◆ To do: Which lines of the records below contain the word "Laca"? Report each of them in full.

=== Available records ===

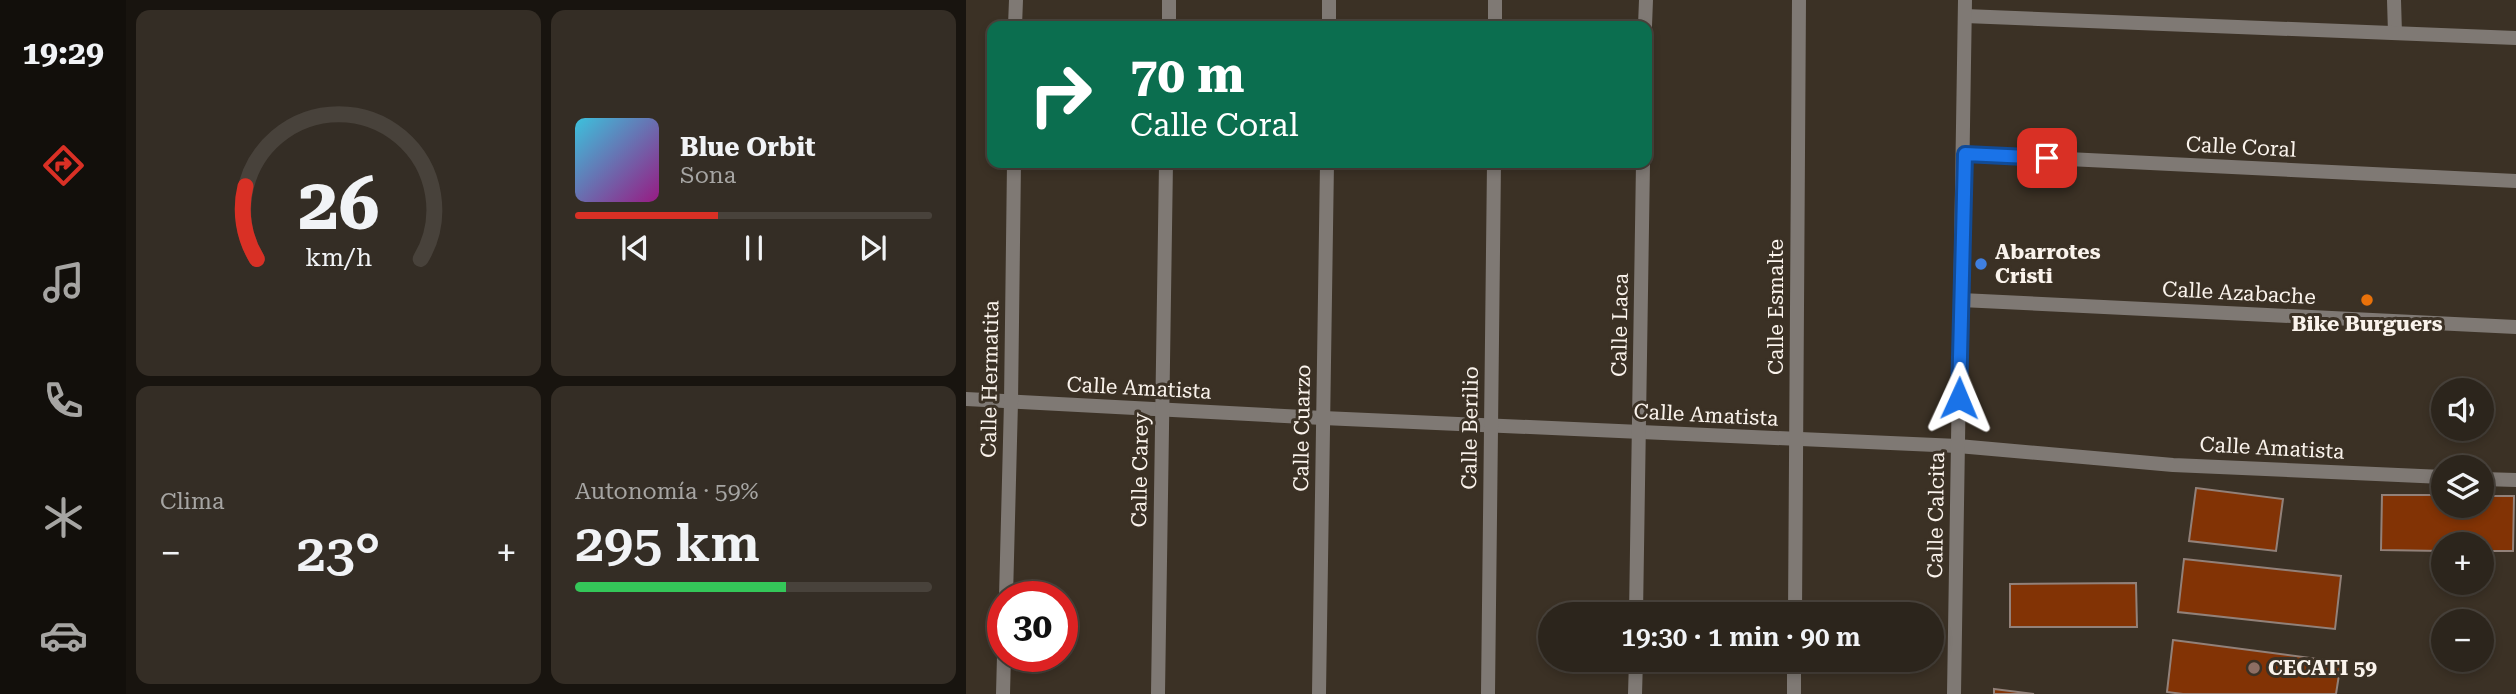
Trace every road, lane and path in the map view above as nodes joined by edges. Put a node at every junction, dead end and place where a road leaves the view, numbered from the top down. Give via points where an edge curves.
1 (1016, 0) edge
2 (1169, 0) edge
3 (1329, 0) edge
4 (1495, 0) edge
5 (1646, 0) edge
6 (1798, 0) edge
7 (1965, 0) edge
8 (2394, 0) edge
9 (1965, 16) junction
10 (1015, 21) edge
11 (1169, 21) edge
12 (1329, 21) edge
13 (1495, 21) edge
14 (1645, 21) edge
15 (2395, 33) junction
16 (2516, 38) edge
17 (1965, 154) junction
18 (1014, 168) edge
19 (1166, 168) edge
20 (1327, 168) edge
21 (1494, 168) edge
22 (1643, 168) edge
23 (2516, 181) edge
24 (1961, 300) junction
25 (2516, 327) edge
26 (966, 399) edge
27 (1011, 402) junction
28 (1162, 410) junction
29 (1323, 418) junction
30 (1491, 426) junction
31 (1639, 432) junction
32 (1796, 440) junction
33 (1958, 446) junction
34 (2431, 476) edge
35 (2494, 479) edge
36 (2516, 480) edge
37 (1006, 581) edge
38 (1636, 602) edge
39 (1795, 602) edge
40 (1004, 672) edge
41 (1636, 672) edge
42 (1794, 672) edge
43 (1003, 694) edge
44 (1158, 694) edge
45 (1319, 694) edge
46 (1488, 694) edge
47 (1635, 694) edge
48 (1794, 694) edge
49 (1954, 694) edge

1 - 10 street
2 - 11 street
3 - 12 street
4 - 13 street
5 - 14 street
6 - 32 street, Calle Esmalte
7 - 9 street, Calle Calcita
8 - 15 street
9 - 15 street
9 - 17 street, Calle Calcita
15 - 16 street
17 - 23 street, Calle Coral
17 - 24 street, Calle Calcita
18 - 27 street, Calle Hermatita
19 - 28 street, Calle Carey
20 - 29 street, Calle Cuarzo
21 - 30 street, Calle Berilio
22 - 31 street, Calle Laca
24 - 25 street, Calle Azabache
24 - 33 street, Calle Calcita
26 - 27 street, Calle Amatista
27 - 28 street, Calle Amatista
27 - 37 street, Calle Hermatita
28 - 29 street, Calle Amatista
28 - 44 street, Calle Carey
29 - 30 street, Calle Amatista
29 - 45 street, Calle Cuarzo
30 - 31 street, Calle Amatista
30 - 46 street, Calle Berilio
31 - 32 street, Calle Amatista
31 - 38 street, Calle Laca
32 - 33 street, Calle Amatista
32 - 39 street, Calle Esmalte
33 - 34 street, Calle Amatista via 2173,465
33 - 49 street, Calle Calcita
35 - 36 street
40 - 43 street
41 - 47 street
42 - 48 street

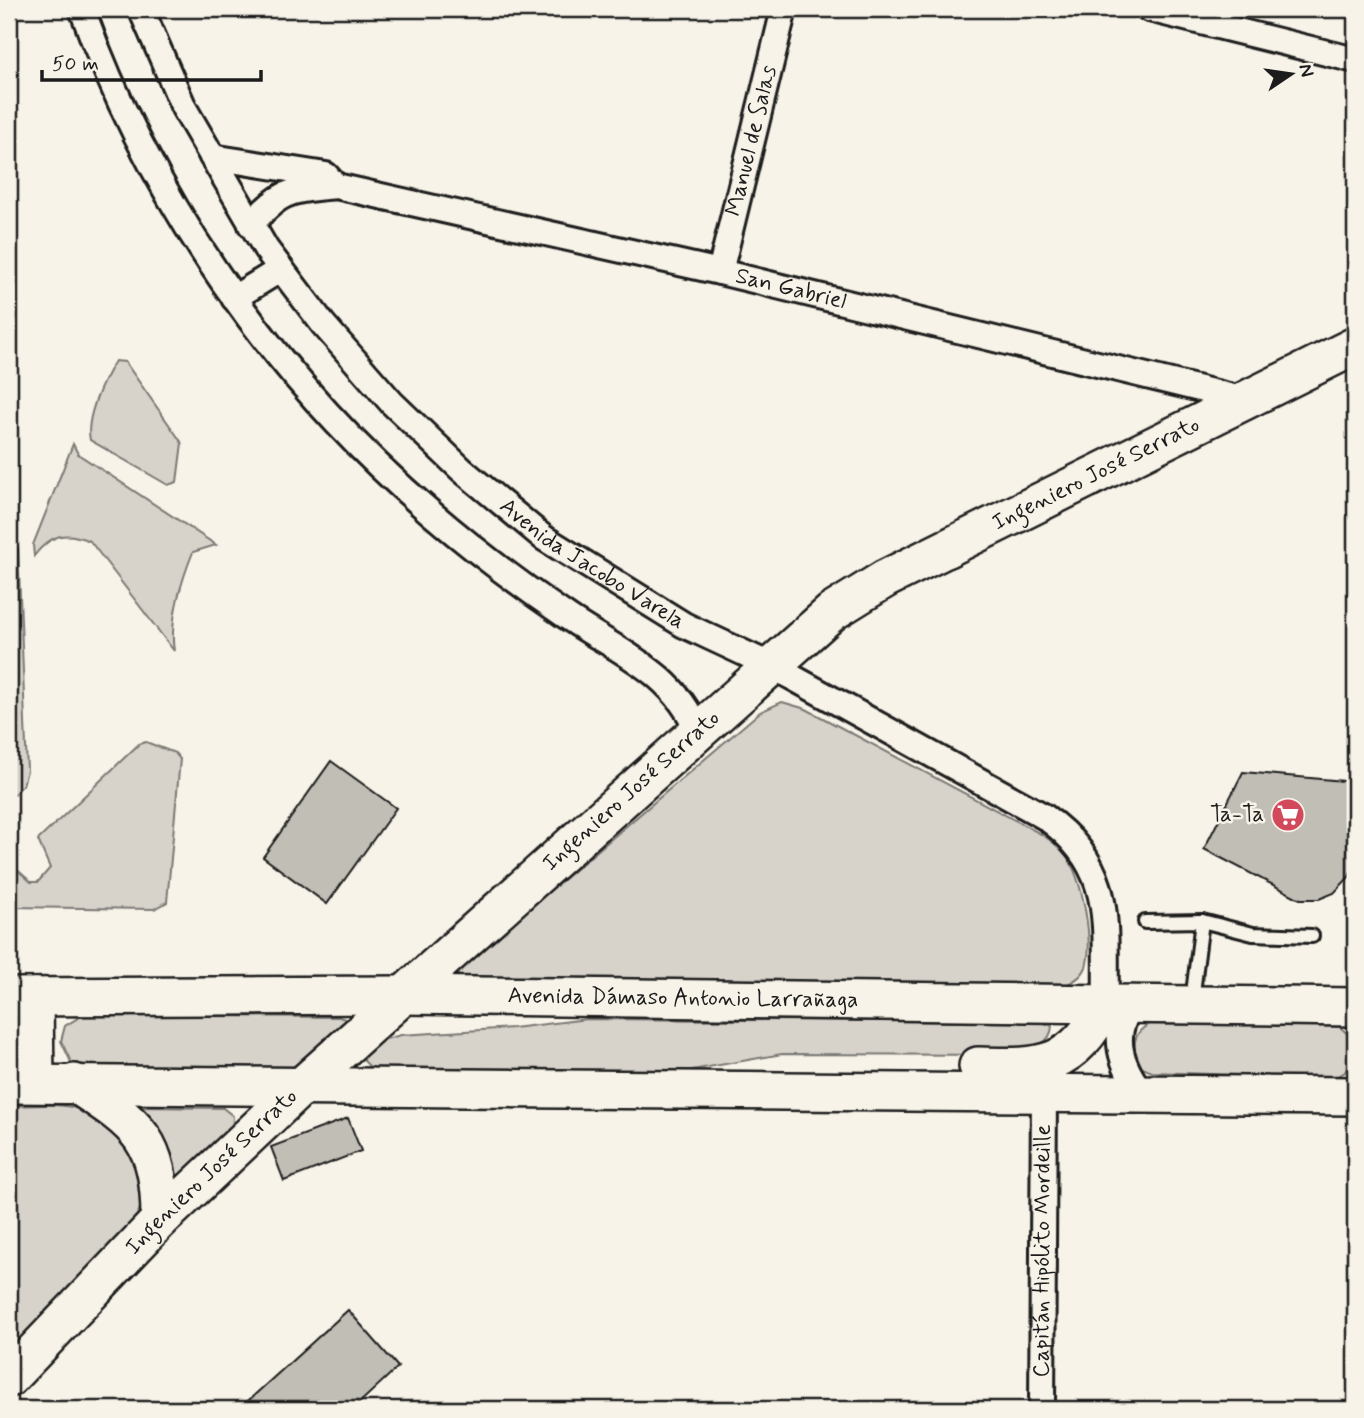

===

◆ Response for this exercise:
22 - 31 street, Calle Laca
31 - 38 street, Calle Laca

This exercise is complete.